Naomi put an arm around her. “It’s okay.”
“It’s not okay,” Aurelia said, her voice raw. “I’ve been lying. There’s no gallery show. There never was. I haven’t painted anything in three years.”
Rosalind looked at her. “Why didn’t you tell us?”
“Because I was ashamed.”
Nobody spoke.
Night six: a letter for Violet.
When she was fourteen, she’d entered a design competition for a local charity. They needed a new community center. Violet drew plans—simple, functional, beautiful. She won. The charity used her design.

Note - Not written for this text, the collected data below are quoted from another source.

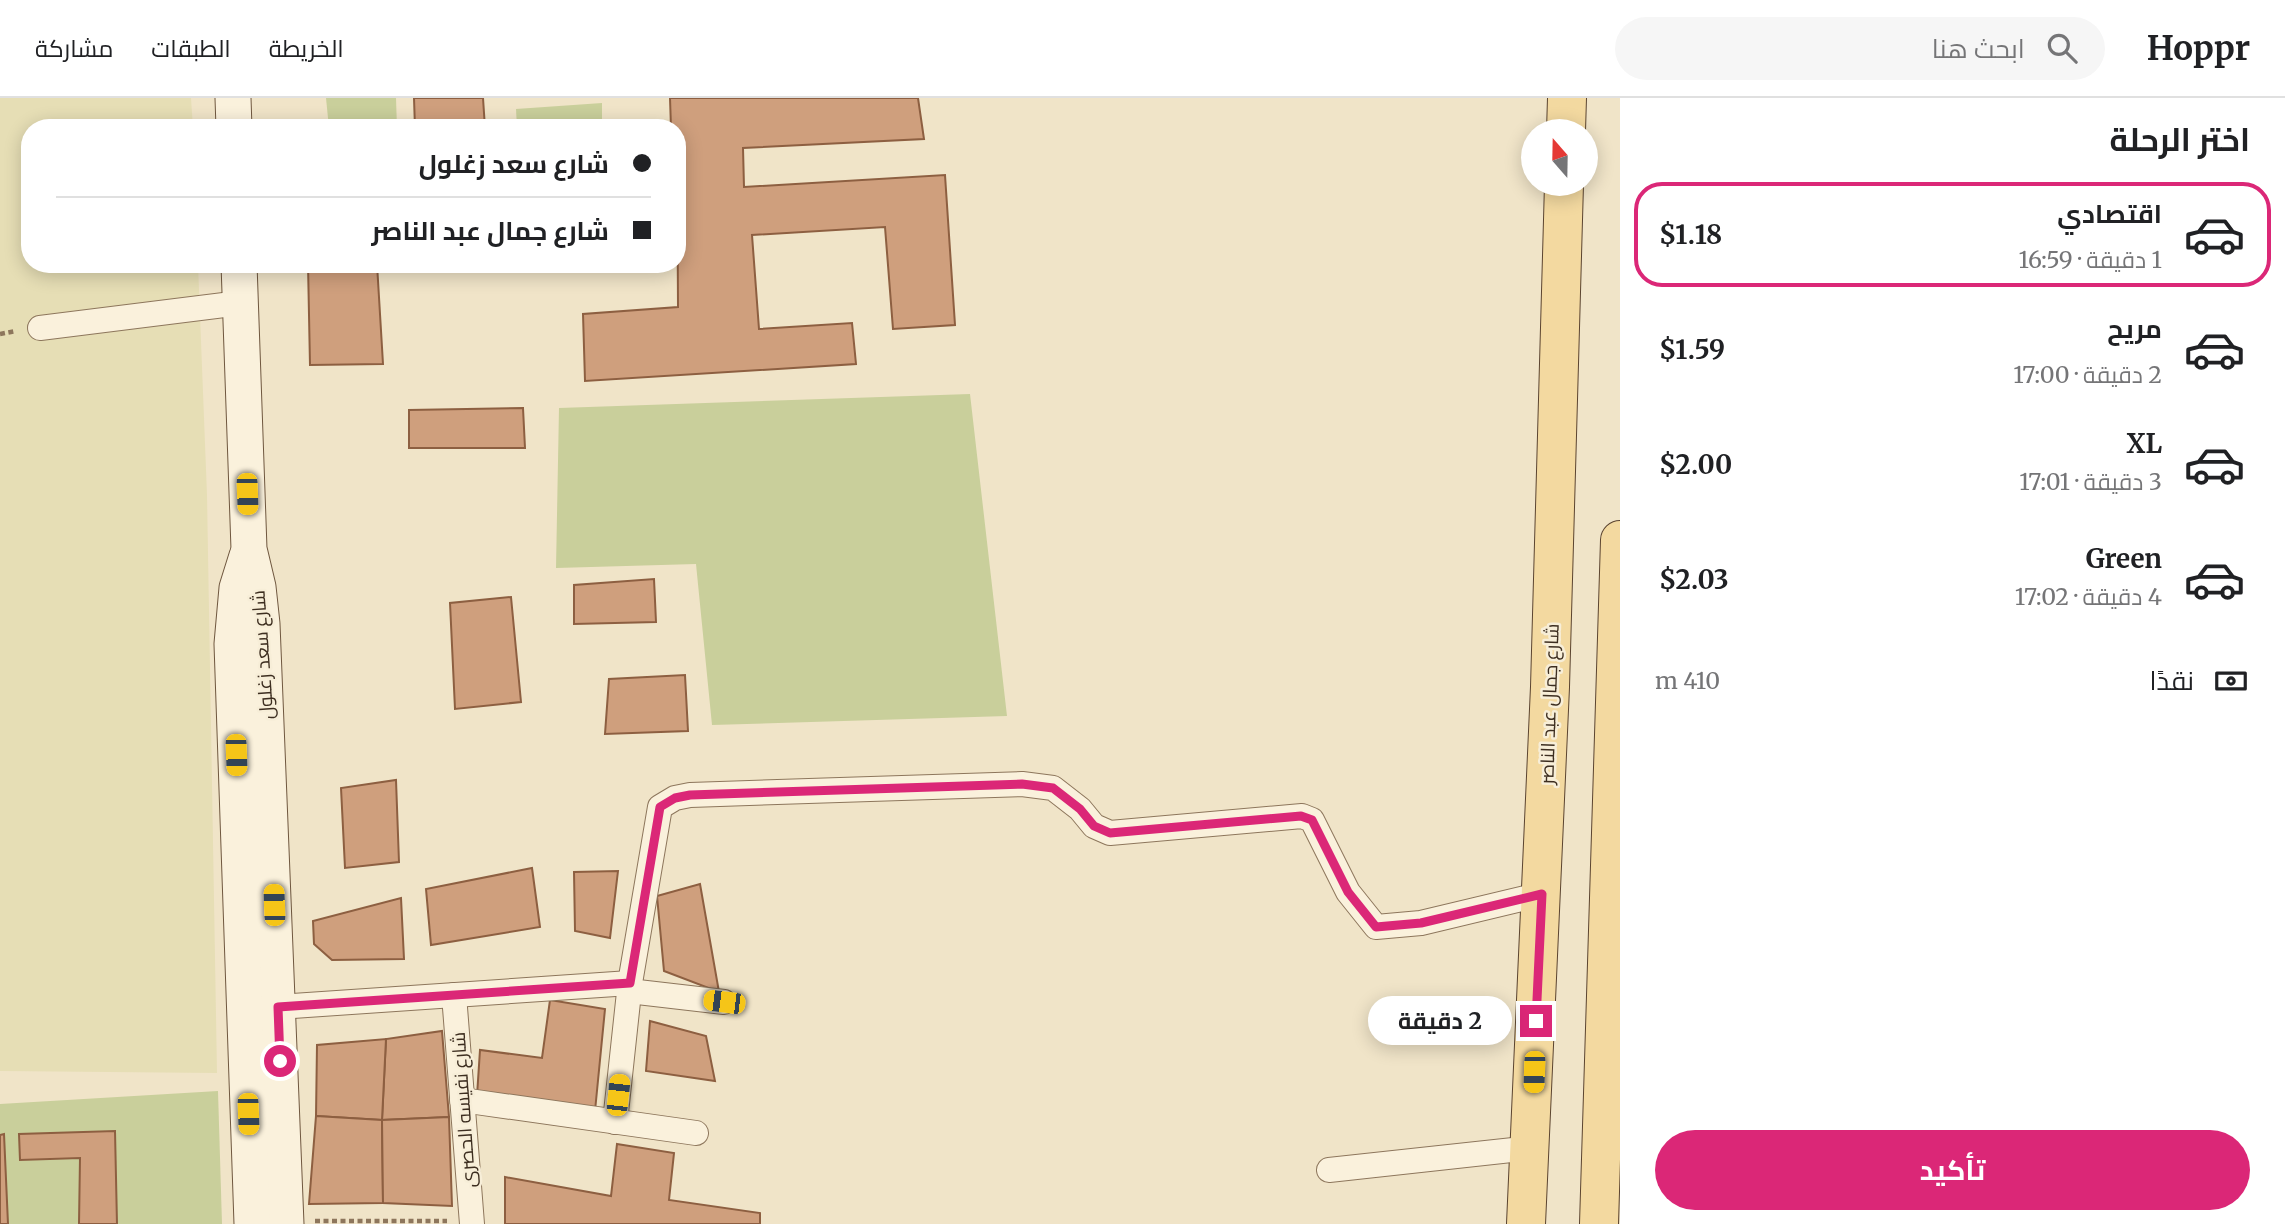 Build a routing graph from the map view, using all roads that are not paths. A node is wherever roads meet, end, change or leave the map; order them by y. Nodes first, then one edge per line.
1 (233, 98) edge
2 (1567, 98) edge
3 (234, 119) edge
4 (1566, 119) edge
5 (1564, 196) edge
6 (239, 273) edge
7 (240, 303) junction
8 (40, 328) dead end
9 (1620, 540) edge
10 (249, 549) junction
11 (1542, 894) junction
12 (630, 987) junction
13 (454, 995) junction
14 (724, 1002) dead end
15 (278, 1007) junction
16 (462, 1100) junction
17 (615, 1122) junction
18 (696, 1133) dead end
19 (1531, 1148) junction
20 (1329, 1170) dead end
21 (472, 1222) edge
22 (286, 1223) edge
23 (252, 1224) edge
24 (1526, 1224) edge
25 (1599, 1224) edge

1 - 3 main road
2 - 4 main road
5 - 11 main road, شارع جمال عبد الناصر
6 - 7 main road, شارع سعد زغلول
7 - 8 street
7 - 10 main road, شارع سعد زغلول
9 - 25 main road
10 - 15 main road, شارع سعد زغلول
10 - 23 main road, شارع سعد زغلول
11 - 12 street
11 - 19 main road, شارع جمال عبد الناصر
12 - 13 street
12 - 14 street
12 - 17 street
13 - 15 street
13 - 16 street, شارع نفيسه الحصرى
15 - 22 main road, شارع سعد زغلول
16 - 17 street
16 - 21 street, شارع نفيسه الحصرى
17 - 18 street
19 - 20 street
19 - 24 main road, شارع جمال عبد الناصر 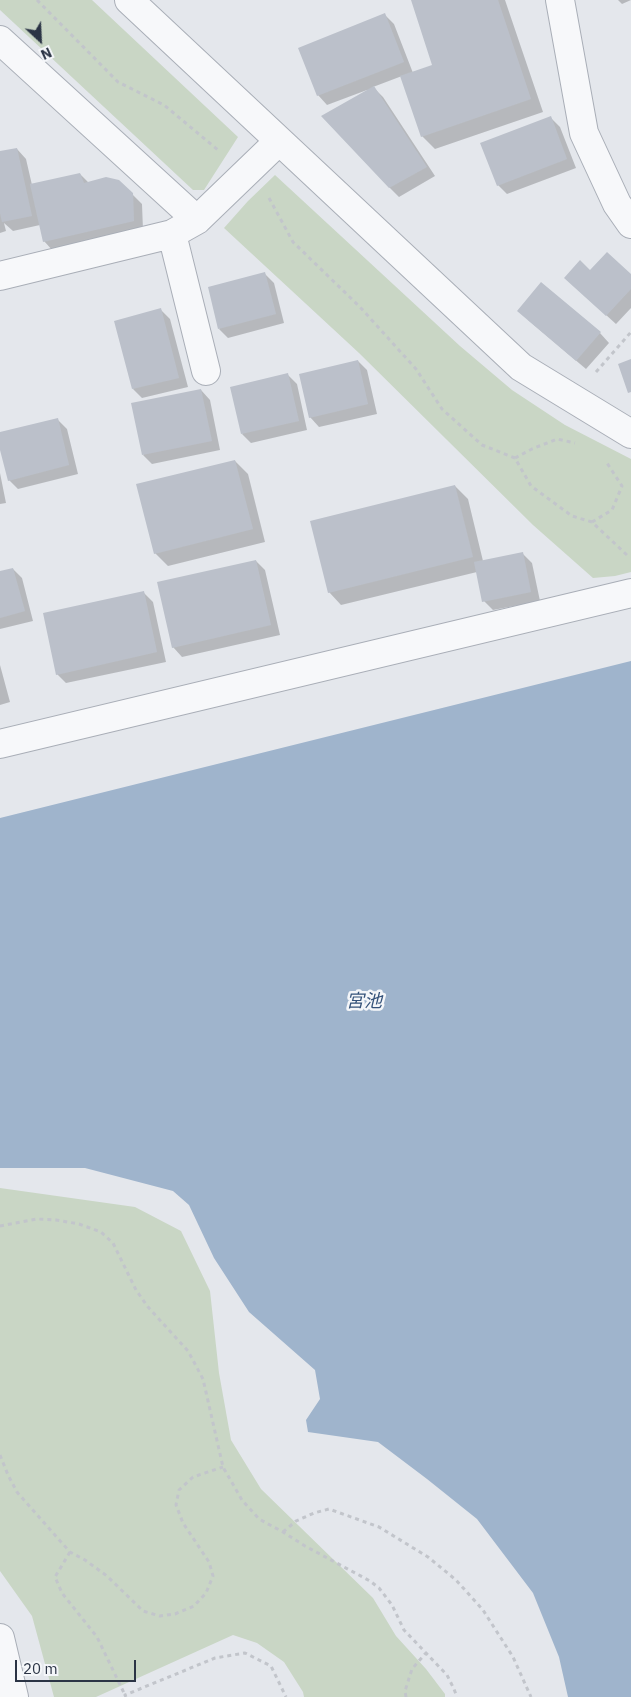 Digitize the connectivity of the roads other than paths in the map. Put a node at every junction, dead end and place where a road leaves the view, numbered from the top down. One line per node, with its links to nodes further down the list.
1 (130, 0): 4 (street)
2 (560, 0): 6 (street)
3 (0, 40): 5 (street)
4 (279, 141): 5 (street); 10 (street)
5 (197, 220): 7 (street)
6 (631, 224)
7 (172, 234): 8 (street); 9 (street)
8 (0, 276)
9 (206, 371)
10 (631, 434)
11 (631, 593): 12 (street)
12 (0, 744)
13 (0, 1638): 14 (street)
14 (14, 1697)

“You used to create things that helped people,” Warren read. “Not just things that looked expensive.”
Violet didn’t cry. She just stared at the floor.
After Warren left that night, something changed.
My daughters didn’t go upstairs. They stayed in the living room. And for the first time in years, they talked to each other. Not about work. Not about money. About the letters. About the memories.
I stood at the top of the stairs listening.
“Do you remember that bird?” Naomi asked Celeste.
“Yeah,” Celeste said quietly. “It flew away after two months. I cried for a week.”
“You were always like that,” Rosalind said. “You cared too much. I… used to.”
Celeste said, “Silence.”
Then Violet: “Do you think Dad was right? Do you think we’ve changed that much?”